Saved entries
[Start of Attachment]
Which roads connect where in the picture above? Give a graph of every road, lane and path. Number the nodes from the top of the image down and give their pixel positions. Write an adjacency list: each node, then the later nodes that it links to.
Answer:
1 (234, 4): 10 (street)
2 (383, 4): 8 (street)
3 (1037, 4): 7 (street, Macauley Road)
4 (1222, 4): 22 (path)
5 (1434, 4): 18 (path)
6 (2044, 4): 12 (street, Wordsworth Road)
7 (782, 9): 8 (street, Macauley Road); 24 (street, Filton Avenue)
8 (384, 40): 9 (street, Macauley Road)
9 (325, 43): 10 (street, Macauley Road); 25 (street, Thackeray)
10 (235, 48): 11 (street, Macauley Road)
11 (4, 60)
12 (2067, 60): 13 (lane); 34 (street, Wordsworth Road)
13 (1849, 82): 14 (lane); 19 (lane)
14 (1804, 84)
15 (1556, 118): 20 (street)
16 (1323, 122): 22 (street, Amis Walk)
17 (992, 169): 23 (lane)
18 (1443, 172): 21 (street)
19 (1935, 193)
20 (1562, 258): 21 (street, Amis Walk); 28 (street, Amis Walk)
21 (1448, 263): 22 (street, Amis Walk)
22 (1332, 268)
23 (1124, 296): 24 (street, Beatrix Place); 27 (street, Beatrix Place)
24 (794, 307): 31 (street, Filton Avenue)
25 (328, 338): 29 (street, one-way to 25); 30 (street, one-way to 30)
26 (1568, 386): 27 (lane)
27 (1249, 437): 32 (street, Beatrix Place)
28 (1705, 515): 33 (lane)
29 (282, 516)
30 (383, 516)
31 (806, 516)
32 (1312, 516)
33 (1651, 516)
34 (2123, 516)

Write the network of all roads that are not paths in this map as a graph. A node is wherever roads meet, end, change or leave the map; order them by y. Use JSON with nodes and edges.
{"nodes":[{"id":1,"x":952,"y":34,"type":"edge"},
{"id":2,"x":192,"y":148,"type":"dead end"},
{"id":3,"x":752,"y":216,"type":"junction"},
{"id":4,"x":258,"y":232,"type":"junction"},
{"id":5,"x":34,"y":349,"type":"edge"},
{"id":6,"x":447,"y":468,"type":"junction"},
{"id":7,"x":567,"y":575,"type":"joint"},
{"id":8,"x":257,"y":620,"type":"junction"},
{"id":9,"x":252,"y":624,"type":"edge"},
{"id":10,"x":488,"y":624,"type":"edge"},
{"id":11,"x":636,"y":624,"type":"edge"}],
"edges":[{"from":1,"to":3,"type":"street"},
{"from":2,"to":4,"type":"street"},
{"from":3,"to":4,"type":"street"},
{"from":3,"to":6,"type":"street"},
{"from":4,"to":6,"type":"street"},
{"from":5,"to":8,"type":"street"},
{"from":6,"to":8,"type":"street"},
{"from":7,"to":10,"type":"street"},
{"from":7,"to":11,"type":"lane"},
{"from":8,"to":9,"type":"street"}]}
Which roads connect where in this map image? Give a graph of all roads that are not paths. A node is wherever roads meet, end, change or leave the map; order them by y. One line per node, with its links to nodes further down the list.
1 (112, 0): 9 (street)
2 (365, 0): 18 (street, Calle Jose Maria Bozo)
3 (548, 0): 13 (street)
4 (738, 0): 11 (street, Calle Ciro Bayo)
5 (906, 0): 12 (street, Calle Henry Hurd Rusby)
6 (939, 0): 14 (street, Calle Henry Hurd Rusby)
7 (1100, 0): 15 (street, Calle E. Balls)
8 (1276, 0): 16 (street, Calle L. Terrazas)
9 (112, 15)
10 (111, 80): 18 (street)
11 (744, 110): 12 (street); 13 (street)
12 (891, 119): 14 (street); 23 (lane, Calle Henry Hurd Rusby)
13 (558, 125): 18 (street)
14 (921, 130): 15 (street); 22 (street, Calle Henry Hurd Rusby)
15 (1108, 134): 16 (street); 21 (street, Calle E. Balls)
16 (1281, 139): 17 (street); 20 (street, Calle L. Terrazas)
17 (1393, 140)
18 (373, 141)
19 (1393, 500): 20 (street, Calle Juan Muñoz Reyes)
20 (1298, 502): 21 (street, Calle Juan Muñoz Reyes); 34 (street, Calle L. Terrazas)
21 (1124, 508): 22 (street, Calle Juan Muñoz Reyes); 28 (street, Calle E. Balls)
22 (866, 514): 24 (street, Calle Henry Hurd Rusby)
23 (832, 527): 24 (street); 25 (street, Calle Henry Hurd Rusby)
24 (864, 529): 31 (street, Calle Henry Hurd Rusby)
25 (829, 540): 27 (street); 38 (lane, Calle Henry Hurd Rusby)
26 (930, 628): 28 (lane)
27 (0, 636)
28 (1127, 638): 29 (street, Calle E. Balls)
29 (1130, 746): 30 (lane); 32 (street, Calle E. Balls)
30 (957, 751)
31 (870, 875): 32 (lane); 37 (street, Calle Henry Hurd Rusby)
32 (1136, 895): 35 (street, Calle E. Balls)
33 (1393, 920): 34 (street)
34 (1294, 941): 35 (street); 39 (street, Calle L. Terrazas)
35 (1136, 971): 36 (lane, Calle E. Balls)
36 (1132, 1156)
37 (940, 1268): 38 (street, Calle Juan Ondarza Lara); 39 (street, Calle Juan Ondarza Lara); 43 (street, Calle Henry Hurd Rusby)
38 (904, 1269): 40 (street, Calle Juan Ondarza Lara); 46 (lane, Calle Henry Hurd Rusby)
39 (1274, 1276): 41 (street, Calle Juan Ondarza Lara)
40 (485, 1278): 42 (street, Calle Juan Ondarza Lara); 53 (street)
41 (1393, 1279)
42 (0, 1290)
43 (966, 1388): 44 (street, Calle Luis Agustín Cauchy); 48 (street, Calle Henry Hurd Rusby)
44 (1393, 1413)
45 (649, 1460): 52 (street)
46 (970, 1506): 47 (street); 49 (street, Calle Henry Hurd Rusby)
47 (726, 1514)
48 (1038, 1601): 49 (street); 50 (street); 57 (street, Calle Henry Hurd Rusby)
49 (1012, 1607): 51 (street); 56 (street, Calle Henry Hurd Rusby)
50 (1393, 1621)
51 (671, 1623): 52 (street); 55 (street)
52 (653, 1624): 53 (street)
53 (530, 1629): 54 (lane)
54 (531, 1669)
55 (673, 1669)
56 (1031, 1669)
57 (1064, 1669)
[End of Attachment]
§ Try it:
Extract the complete set of records unchanged.

§ The answer:
Which roads connect where in the picture above? Give a graph of every road, lane and path. Number the nodes from the top of the image down and give their pixel positions. Write an adjacency list: each node, then the later nodes that it links to.
Answer:
1 (234, 4): 10 (street)
2 (383, 4): 8 (street)
3 (1037, 4): 7 (street, Macauley Road)
4 (1222, 4): 22 (path)
5 (1434, 4): 18 (path)
6 (2044, 4): 12 (street, Wordsworth Road)
7 (782, 9): 8 (street, Macauley Road); 24 (street, Filton Avenue)
8 (384, 40): 9 (street, Macauley Road)
9 (325, 43): 10 (street, Macauley Road); 25 (street, Thackeray)
10 (235, 48): 11 (street, Macauley Road)
11 (4, 60)
12 (2067, 60): 13 (lane); 34 (street, Wordsworth Road)
13 (1849, 82): 14 (lane); 19 (lane)
14 (1804, 84)
15 (1556, 118): 20 (street)
16 (1323, 122): 22 (street, Amis Walk)
17 (992, 169): 23 (lane)
18 (1443, 172): 21 (street)
19 (1935, 193)
20 (1562, 258): 21 (street, Amis Walk); 28 (street, Amis Walk)
21 (1448, 263): 22 (street, Amis Walk)
22 (1332, 268)
23 (1124, 296): 24 (street, Beatrix Place); 27 (street, Beatrix Place)
24 (794, 307): 31 (street, Filton Avenue)
25 (328, 338): 29 (street, one-way to 25); 30 (street, one-way to 30)
26 (1568, 386): 27 (lane)
27 (1249, 437): 32 (street, Beatrix Place)
28 (1705, 515): 33 (lane)
29 (282, 516)
30 (383, 516)
31 (806, 516)
32 (1312, 516)
33 (1651, 516)
34 (2123, 516)

Write the network of all roads that are not paths in this map as a graph. A node is wherever roads meet, end, change or leave the map; order them by y. Use JSON with nodes and edges.
{"nodes":[{"id":1,"x":952,"y":34,"type":"edge"},
{"id":2,"x":192,"y":148,"type":"dead end"},
{"id":3,"x":752,"y":216,"type":"junction"},
{"id":4,"x":258,"y":232,"type":"junction"},
{"id":5,"x":34,"y":349,"type":"edge"},
{"id":6,"x":447,"y":468,"type":"junction"},
{"id":7,"x":567,"y":575,"type":"joint"},
{"id":8,"x":257,"y":620,"type":"junction"},
{"id":9,"x":252,"y":624,"type":"edge"},
{"id":10,"x":488,"y":624,"type":"edge"},
{"id":11,"x":636,"y":624,"type":"edge"}],
"edges":[{"from":1,"to":3,"type":"street"},
{"from":2,"to":4,"type":"street"},
{"from":3,"to":4,"type":"street"},
{"from":3,"to":6,"type":"street"},
{"from":4,"to":6,"type":"street"},
{"from":5,"to":8,"type":"street"},
{"from":6,"to":8,"type":"street"},
{"from":7,"to":10,"type":"street"},
{"from":7,"to":11,"type":"lane"},
{"from":8,"to":9,"type":"street"}]}
Which roads connect where in this map image? Give a graph of all roads that are not paths. A node is wherever roads meet, end, change or leave the map; order them by y. One line per node, with its links to nodes further down the list.
1 (112, 0): 9 (street)
2 (365, 0): 18 (street, Calle Jose Maria Bozo)
3 (548, 0): 13 (street)
4 (738, 0): 11 (street, Calle Ciro Bayo)
5 (906, 0): 12 (street, Calle Henry Hurd Rusby)
6 (939, 0): 14 (street, Calle Henry Hurd Rusby)
7 (1100, 0): 15 (street, Calle E. Balls)
8 (1276, 0): 16 (street, Calle L. Terrazas)
9 (112, 15)
10 (111, 80): 18 (street)
11 (744, 110): 12 (street); 13 (street)
12 (891, 119): 14 (street); 23 (lane, Calle Henry Hurd Rusby)
13 (558, 125): 18 (street)
14 (921, 130): 15 (street); 22 (street, Calle Henry Hurd Rusby)
15 (1108, 134): 16 (street); 21 (street, Calle E. Balls)
16 (1281, 139): 17 (street); 20 (street, Calle L. Terrazas)
17 (1393, 140)
18 (373, 141)
19 (1393, 500): 20 (street, Calle Juan Muñoz Reyes)
20 (1298, 502): 21 (street, Calle Juan Muñoz Reyes); 34 (street, Calle L. Terrazas)
21 (1124, 508): 22 (street, Calle Juan Muñoz Reyes); 28 (street, Calle E. Balls)
22 (866, 514): 24 (street, Calle Henry Hurd Rusby)
23 (832, 527): 24 (street); 25 (street, Calle Henry Hurd Rusby)
24 (864, 529): 31 (street, Calle Henry Hurd Rusby)
25 (829, 540): 27 (street); 38 (lane, Calle Henry Hurd Rusby)
26 (930, 628): 28 (lane)
27 (0, 636)
28 (1127, 638): 29 (street, Calle E. Balls)
29 (1130, 746): 30 (lane); 32 (street, Calle E. Balls)
30 (957, 751)
31 (870, 875): 32 (lane); 37 (street, Calle Henry Hurd Rusby)
32 (1136, 895): 35 (street, Calle E. Balls)
33 (1393, 920): 34 (street)
34 (1294, 941): 35 (street); 39 (street, Calle L. Terrazas)
35 (1136, 971): 36 (lane, Calle E. Balls)
36 (1132, 1156)
37 (940, 1268): 38 (street, Calle Juan Ondarza Lara); 39 (street, Calle Juan Ondarza Lara); 43 (street, Calle Henry Hurd Rusby)
38 (904, 1269): 40 (street, Calle Juan Ondarza Lara); 46 (lane, Calle Henry Hurd Rusby)
39 (1274, 1276): 41 (street, Calle Juan Ondarza Lara)
40 (485, 1278): 42 (street, Calle Juan Ondarza Lara); 53 (street)
41 (1393, 1279)
42 (0, 1290)
43 (966, 1388): 44 (street, Calle Luis Agustín Cauchy); 48 (street, Calle Henry Hurd Rusby)
44 (1393, 1413)
45 (649, 1460): 52 (street)
46 (970, 1506): 47 (street); 49 (street, Calle Henry Hurd Rusby)
47 (726, 1514)
48 (1038, 1601): 49 (street); 50 (street); 57 (street, Calle Henry Hurd Rusby)
49 (1012, 1607): 51 (street); 56 (street, Calle Henry Hurd Rusby)
50 (1393, 1621)
51 (671, 1623): 52 (street); 55 (street)
52 (653, 1624): 53 (street)
53 (530, 1629): 54 (lane)
54 (531, 1669)
55 (673, 1669)
56 (1031, 1669)
57 (1064, 1669)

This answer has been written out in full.